Disini kita akan selidiki sedikit tentang kedudukan Demokrasi asli di Indonesia supaya tampak jelas akan kosongnya semboyan “Demokrasi Indonesia” untuk menjadi dasar susunan Indonesia merdeka. Di waktu dahulu, sebelum tanah-tanah Indonesia jatuh ke pemerintahan bangsa asing, Demokrasi hanya ada dalam pemerintahan desa, yang bersendi kepada rakyat. Jadinya ada Desa-Demokrasi tetapi tidak ada Indonesia-Demokrasi. Keadaan feodalisme telah mencelakakan rakyat Indonesia sampai diperintah oleh bangsa asing. Demokrasi desa yang mempunyai dasar yang baik, tidak dapat maju dan tinggal pincang bentuknya, karena dipundaknya terdapat otokrasi semata-mata. Jadi, didalam pergaulan Indonesia yang asli demokrasi itu hanya terdapat dibawah. Pemerintahan diatas semata-mata berdasarkan otokrasi. Diatas otonomi desa berdiri Daulat Tuanku, yang melakukan sewenang-wenang yang tiada dikontrol oleh rakyat.

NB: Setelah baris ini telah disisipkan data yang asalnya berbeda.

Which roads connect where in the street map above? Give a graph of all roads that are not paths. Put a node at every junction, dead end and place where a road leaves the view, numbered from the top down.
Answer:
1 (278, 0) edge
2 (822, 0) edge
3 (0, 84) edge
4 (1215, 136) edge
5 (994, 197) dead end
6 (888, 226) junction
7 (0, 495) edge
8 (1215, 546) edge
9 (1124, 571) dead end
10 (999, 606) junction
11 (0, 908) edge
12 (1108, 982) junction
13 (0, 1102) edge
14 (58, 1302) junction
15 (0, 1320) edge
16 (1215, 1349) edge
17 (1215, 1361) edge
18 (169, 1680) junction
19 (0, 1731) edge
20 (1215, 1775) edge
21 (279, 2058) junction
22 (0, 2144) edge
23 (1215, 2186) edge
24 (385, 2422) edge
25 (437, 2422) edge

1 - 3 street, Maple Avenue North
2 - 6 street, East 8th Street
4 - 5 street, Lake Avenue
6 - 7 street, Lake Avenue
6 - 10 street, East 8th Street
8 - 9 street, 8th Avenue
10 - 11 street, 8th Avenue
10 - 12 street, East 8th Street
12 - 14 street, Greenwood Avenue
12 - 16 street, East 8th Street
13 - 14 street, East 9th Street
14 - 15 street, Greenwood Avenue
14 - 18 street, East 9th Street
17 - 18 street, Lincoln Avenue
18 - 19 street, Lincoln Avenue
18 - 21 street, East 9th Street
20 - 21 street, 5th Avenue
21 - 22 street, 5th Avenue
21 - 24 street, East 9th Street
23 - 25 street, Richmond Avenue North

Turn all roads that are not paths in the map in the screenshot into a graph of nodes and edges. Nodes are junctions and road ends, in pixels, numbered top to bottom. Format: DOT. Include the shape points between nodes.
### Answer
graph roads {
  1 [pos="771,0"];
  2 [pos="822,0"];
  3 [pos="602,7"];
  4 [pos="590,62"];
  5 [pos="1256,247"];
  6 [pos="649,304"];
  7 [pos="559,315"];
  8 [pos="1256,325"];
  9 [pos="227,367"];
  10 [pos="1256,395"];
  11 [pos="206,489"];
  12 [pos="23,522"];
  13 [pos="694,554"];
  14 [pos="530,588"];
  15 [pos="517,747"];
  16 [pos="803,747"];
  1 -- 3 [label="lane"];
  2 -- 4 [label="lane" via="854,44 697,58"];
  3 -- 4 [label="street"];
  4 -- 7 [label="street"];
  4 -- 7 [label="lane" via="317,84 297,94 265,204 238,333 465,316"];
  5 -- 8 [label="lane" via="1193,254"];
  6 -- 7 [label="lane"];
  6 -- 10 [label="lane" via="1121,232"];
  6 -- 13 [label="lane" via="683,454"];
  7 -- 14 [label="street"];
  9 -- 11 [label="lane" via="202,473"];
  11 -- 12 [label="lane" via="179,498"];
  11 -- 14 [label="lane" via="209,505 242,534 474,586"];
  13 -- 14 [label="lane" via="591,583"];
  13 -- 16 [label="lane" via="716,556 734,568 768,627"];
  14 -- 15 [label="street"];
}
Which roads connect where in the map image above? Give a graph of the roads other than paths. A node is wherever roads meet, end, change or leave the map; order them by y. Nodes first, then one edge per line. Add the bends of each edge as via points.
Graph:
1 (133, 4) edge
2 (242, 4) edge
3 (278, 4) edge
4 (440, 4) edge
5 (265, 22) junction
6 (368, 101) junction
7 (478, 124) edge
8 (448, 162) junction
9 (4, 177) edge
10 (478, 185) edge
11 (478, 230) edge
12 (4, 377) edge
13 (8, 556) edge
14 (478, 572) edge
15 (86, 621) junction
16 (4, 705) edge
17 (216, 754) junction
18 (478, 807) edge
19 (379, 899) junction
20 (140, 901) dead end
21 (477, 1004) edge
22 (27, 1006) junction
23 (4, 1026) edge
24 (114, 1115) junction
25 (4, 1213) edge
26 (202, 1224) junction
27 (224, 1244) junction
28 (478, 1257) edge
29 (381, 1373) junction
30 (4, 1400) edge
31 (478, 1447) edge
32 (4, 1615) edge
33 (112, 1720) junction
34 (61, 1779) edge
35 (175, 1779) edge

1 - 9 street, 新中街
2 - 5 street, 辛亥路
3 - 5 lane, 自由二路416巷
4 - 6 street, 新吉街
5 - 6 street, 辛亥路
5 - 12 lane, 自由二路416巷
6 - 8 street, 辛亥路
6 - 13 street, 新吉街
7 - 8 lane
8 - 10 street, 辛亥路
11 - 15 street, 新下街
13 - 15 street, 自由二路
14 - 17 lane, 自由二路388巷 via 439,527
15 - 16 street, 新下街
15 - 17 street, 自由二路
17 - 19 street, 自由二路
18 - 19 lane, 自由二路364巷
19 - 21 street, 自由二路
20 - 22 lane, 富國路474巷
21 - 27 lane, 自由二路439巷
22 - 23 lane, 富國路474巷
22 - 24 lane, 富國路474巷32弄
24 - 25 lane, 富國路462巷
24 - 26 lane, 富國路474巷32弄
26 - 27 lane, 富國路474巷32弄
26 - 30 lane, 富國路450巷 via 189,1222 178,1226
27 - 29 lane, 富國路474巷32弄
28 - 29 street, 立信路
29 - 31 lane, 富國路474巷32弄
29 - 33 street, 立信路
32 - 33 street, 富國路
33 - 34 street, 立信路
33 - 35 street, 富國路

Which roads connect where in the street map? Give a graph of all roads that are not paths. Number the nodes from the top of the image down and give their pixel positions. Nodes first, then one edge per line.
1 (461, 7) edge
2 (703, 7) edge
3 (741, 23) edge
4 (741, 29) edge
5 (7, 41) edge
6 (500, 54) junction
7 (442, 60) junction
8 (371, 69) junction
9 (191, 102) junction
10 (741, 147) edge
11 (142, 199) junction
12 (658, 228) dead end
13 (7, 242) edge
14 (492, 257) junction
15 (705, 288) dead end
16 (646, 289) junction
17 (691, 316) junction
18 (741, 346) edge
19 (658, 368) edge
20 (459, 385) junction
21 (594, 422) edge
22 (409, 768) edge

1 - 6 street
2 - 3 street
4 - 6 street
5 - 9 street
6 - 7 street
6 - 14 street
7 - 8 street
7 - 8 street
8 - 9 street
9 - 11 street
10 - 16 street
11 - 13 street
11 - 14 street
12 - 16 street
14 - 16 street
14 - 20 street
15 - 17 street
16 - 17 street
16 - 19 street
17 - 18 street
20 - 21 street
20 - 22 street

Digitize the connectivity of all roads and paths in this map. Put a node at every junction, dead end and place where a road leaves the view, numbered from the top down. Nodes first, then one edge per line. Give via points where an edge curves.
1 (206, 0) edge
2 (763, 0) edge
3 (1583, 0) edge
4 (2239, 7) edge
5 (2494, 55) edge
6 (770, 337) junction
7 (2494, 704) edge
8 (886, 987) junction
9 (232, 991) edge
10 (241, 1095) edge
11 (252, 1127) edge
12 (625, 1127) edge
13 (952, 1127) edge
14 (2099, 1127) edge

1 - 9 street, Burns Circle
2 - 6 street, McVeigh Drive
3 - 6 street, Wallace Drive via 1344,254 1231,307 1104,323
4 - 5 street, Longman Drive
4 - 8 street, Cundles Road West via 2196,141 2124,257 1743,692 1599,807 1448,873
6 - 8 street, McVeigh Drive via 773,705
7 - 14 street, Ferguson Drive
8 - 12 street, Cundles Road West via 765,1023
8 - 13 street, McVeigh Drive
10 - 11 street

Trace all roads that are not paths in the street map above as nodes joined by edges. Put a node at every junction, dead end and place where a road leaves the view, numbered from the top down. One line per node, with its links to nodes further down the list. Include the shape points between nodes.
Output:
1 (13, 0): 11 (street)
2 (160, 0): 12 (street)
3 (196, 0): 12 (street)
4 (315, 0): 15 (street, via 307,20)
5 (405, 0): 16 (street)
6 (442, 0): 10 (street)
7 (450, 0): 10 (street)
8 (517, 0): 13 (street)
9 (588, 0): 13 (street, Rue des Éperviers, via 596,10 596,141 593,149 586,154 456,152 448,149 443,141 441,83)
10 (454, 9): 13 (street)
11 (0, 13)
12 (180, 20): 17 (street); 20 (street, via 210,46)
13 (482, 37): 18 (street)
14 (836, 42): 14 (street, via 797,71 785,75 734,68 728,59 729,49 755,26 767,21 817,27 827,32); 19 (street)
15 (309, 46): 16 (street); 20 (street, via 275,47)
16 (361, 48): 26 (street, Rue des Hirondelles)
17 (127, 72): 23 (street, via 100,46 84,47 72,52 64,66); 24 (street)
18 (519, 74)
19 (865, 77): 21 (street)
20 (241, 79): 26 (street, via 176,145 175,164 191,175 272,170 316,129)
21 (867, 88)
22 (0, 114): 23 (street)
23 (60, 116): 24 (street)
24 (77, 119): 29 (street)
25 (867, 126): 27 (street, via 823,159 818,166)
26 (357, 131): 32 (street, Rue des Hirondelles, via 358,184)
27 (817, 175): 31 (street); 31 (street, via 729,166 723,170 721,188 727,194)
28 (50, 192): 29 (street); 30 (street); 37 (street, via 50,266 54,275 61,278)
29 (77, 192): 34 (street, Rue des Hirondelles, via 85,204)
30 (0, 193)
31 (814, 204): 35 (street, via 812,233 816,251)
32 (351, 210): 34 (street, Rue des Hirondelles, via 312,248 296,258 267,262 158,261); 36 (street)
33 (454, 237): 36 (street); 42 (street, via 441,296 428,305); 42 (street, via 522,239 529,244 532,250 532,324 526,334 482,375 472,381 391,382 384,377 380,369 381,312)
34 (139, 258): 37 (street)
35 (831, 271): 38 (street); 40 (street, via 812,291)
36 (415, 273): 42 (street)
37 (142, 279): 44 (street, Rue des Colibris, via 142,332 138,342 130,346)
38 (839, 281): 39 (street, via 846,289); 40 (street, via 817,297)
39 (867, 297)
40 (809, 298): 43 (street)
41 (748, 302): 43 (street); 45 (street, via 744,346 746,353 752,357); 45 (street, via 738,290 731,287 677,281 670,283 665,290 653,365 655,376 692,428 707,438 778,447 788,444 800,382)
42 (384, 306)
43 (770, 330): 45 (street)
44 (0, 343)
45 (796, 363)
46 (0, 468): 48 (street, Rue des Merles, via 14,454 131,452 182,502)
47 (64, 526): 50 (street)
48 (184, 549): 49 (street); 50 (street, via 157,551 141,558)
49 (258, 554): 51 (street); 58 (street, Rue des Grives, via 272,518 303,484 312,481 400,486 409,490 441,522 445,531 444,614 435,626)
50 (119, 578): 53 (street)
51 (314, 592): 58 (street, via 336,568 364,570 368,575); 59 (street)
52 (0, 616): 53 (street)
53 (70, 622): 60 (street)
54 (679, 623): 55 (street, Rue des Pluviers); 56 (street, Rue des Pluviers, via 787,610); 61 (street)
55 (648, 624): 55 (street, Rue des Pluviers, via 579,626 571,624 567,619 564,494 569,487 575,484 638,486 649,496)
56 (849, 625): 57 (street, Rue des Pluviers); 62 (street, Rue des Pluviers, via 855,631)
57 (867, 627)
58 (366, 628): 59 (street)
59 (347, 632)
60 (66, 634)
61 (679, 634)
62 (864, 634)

Secara sederhana, pemikiran Mohammad Hatta tentang Demokrasi adalah bahwa sebagai bangsa yang merdeka, Indonesia harus mengisi pengertian semboyan Demokrasi yang semula kosong menjadi berisi berbagaimacam karakteristik dan watak asli bangsa ini. Indonesia tidak boleh begitu saja menerima secara langsung apa-apa yang disebut dengan Demokrasi gaya barat seperti Demokrasi Liberal dan Demokrasi Sosialis. Indonesia harus menentukan sendiri format baru yang baik bagi kemajuan bangsa di kemudian hari. Sehingga Mohammad Hatta lebih senang menyebutnya dengan “Demokrasi Kita”. Tentu hal ini merupakan pembelajaran bagi kita sebagai mahasiswa ilmu politik untuk menentukan kembali dan menggali sejarah perkembangan Demokrasi Asli Made In Indonesia. Tidak semata-mata terpengaruh dengan hegemoni ilmu pengetahuan yang condong terhadap Demokrasi Barat. Melalui buku ini, Mohammad Hatta mengisyaratkan bahwa sebagai sebuah bangsa yang merdeka dan mandiri, Demokrasi Kita ini harus selalu disesuaikan dengan perkembangan zaman dan waktu sehingga terciptanya masyarakat Indonesia yang adil, makmur, dan sejahtera.